> PROBLEM STATEMENT
When writing out the entries below, keep only the lines from the line with "index tip: (760, 380)" to the line with "ring dip: (1098, 753)", both included, exactly as they are, and leave the pictures aside.

> Landmark coordinate records
▬▬▬▬▬▬▬▬▬▬

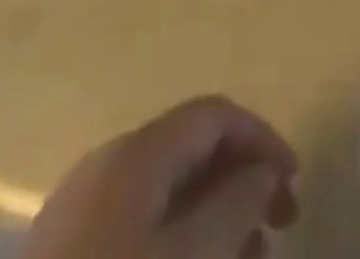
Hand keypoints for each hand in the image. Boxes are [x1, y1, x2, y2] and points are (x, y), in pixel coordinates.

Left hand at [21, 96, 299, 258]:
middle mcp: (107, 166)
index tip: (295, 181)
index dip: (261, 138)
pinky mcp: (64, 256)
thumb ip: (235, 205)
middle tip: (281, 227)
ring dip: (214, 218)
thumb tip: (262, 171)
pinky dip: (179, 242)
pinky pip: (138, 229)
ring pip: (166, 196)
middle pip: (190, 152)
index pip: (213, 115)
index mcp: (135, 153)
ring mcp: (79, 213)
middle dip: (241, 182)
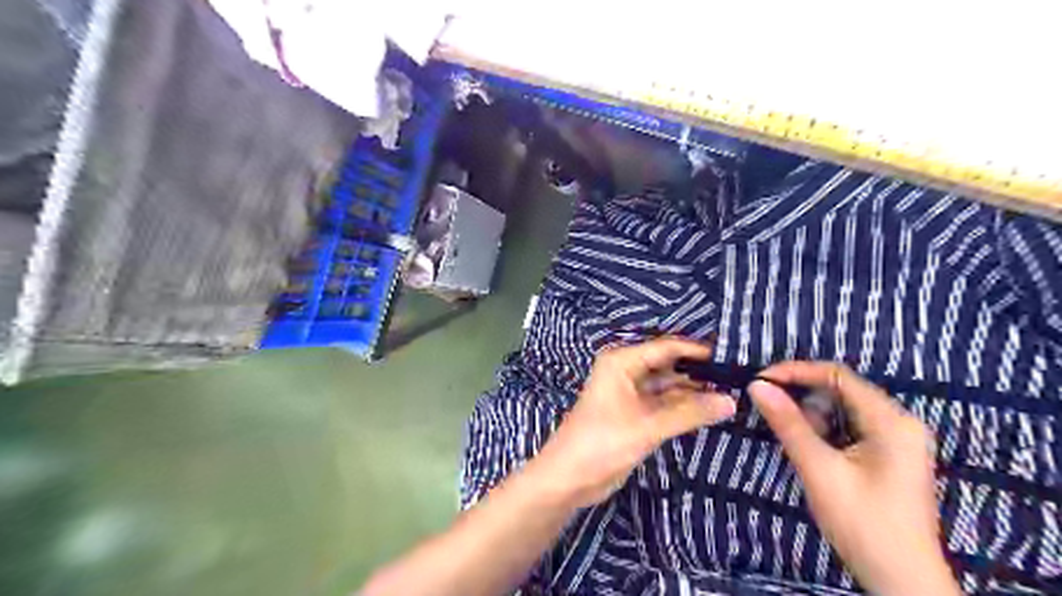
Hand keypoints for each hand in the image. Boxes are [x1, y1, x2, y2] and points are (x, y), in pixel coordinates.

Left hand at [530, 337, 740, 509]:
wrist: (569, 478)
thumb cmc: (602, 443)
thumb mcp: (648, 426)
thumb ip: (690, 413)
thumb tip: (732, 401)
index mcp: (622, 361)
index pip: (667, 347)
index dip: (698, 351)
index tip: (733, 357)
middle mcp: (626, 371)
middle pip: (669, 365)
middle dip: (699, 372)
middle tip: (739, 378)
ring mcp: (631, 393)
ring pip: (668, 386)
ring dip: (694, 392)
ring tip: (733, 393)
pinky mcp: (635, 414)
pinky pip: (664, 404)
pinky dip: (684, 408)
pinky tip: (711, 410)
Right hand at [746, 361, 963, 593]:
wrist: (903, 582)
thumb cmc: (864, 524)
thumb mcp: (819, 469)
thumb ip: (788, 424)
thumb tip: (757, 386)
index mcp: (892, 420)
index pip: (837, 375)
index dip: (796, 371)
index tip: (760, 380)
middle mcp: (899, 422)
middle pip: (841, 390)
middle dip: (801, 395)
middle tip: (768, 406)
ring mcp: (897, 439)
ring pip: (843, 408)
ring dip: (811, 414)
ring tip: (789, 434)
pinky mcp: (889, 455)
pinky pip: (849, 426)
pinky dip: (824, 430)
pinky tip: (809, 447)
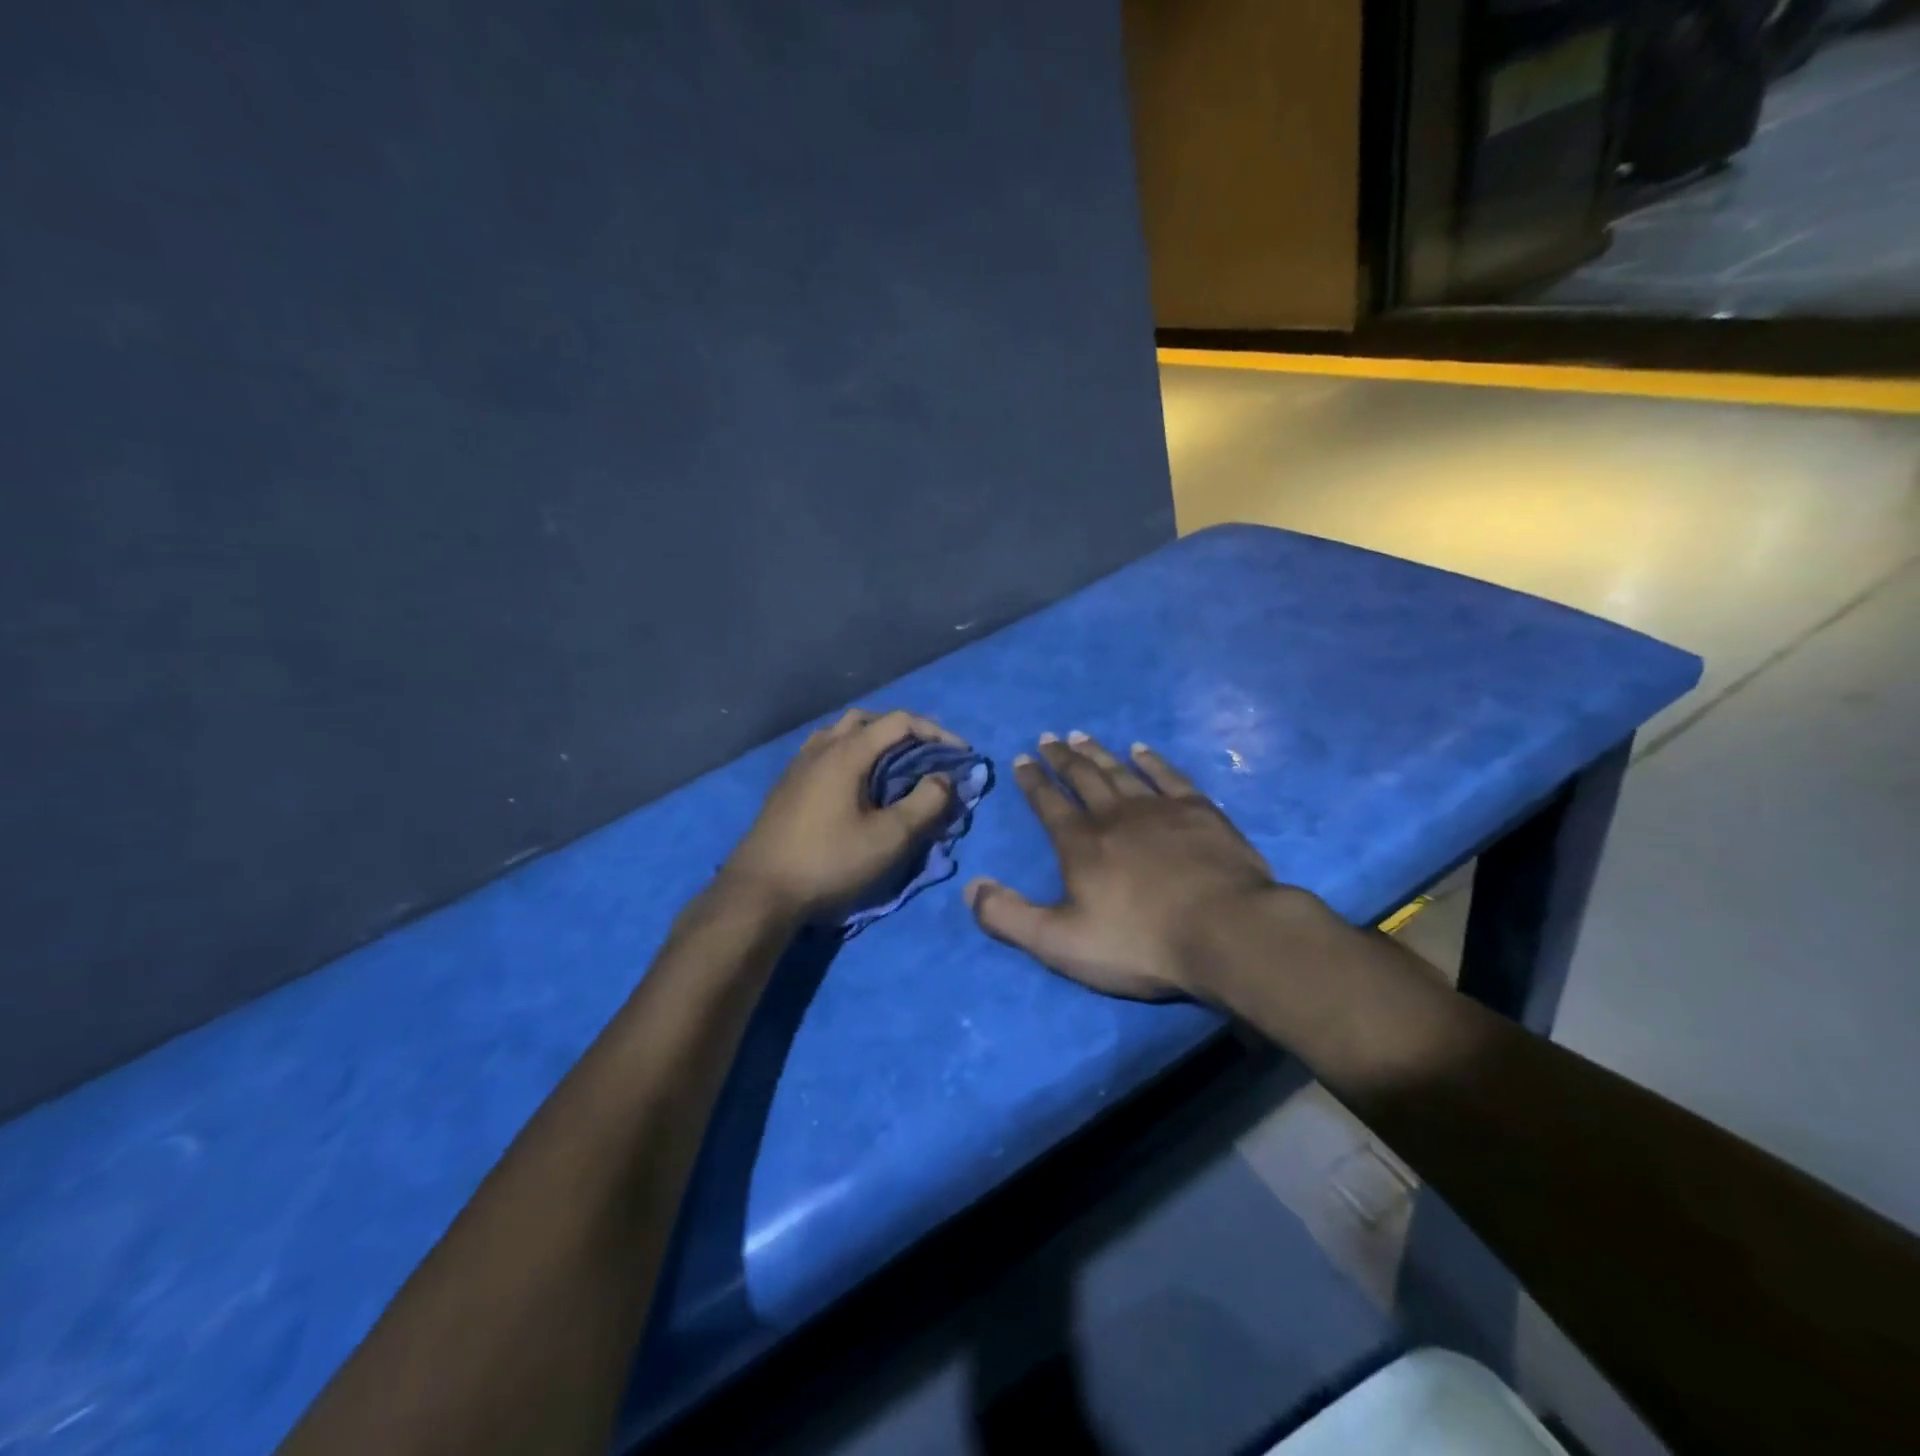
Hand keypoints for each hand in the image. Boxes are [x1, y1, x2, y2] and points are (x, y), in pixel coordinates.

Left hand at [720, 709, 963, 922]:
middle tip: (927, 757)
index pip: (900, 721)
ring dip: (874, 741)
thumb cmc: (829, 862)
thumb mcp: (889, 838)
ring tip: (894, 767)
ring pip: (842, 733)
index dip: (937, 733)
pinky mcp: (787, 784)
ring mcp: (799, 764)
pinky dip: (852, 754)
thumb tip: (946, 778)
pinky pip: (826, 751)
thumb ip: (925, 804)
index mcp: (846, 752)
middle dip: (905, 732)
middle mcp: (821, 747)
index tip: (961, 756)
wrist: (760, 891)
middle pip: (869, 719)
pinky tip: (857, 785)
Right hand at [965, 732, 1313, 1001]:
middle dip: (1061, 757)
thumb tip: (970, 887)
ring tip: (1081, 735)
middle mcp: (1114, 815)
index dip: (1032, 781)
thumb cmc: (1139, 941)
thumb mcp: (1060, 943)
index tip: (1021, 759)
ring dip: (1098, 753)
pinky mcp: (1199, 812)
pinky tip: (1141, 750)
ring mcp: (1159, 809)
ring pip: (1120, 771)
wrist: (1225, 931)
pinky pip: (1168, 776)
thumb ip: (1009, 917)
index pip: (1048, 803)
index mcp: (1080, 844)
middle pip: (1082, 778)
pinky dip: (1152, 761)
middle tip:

▬▬▬▬▬▬▬▬▬▬

> ANSWER TO THIS TASK
index tip: (760, 380)
middle mcp: (899, 422)
middle pip: (841, 390)
middle dip: (801, 395)
middle tip: (768, 406)
ring mcp: (897, 439)
ring pip: (843, 408)
ring dip: (811, 414)
ring tip: (789, 434)
pinky mcp: (889, 455)
pinky pip: (849, 426)
pinky dip: (824, 430)
pinky tip: (809, 447)
Hand keypoints for each hand in the image. Boxes are [x1, y1, x2, y2] and points are (x, y), in pixel coordinates.

Left hand at [720, 709, 963, 922]:
middle tip: (927, 757)
index pip: (900, 721)
ring dip: (874, 741)
thumb cmc: (829, 862)
thumb mcp: (889, 838)
ring tip: (894, 767)
ring pip: (842, 733)
index dip: (937, 733)
pinky mcp: (787, 784)
ring mcp: (799, 764)
pinky dip: (852, 754)
thumb tip: (946, 778)
pinky pip: (826, 751)
thumb ip: (925, 804)
index mcp: (846, 752)
middle dip: (905, 732)
middle mcp: (821, 747)
index tip: (961, 756)
wrist: (760, 891)
middle pip: (869, 719)
pinky tip: (857, 785)
Right hand at [965, 732, 1313, 1001]:
middle dip: (1061, 757)
thumb tip: (970, 887)
ring tip: (1081, 735)
middle mcp: (1114, 815)
index dip: (1032, 781)
thumb cmc: (1139, 941)
thumb mcp: (1060, 943)
index tip: (1021, 759)
ring dip: (1098, 753)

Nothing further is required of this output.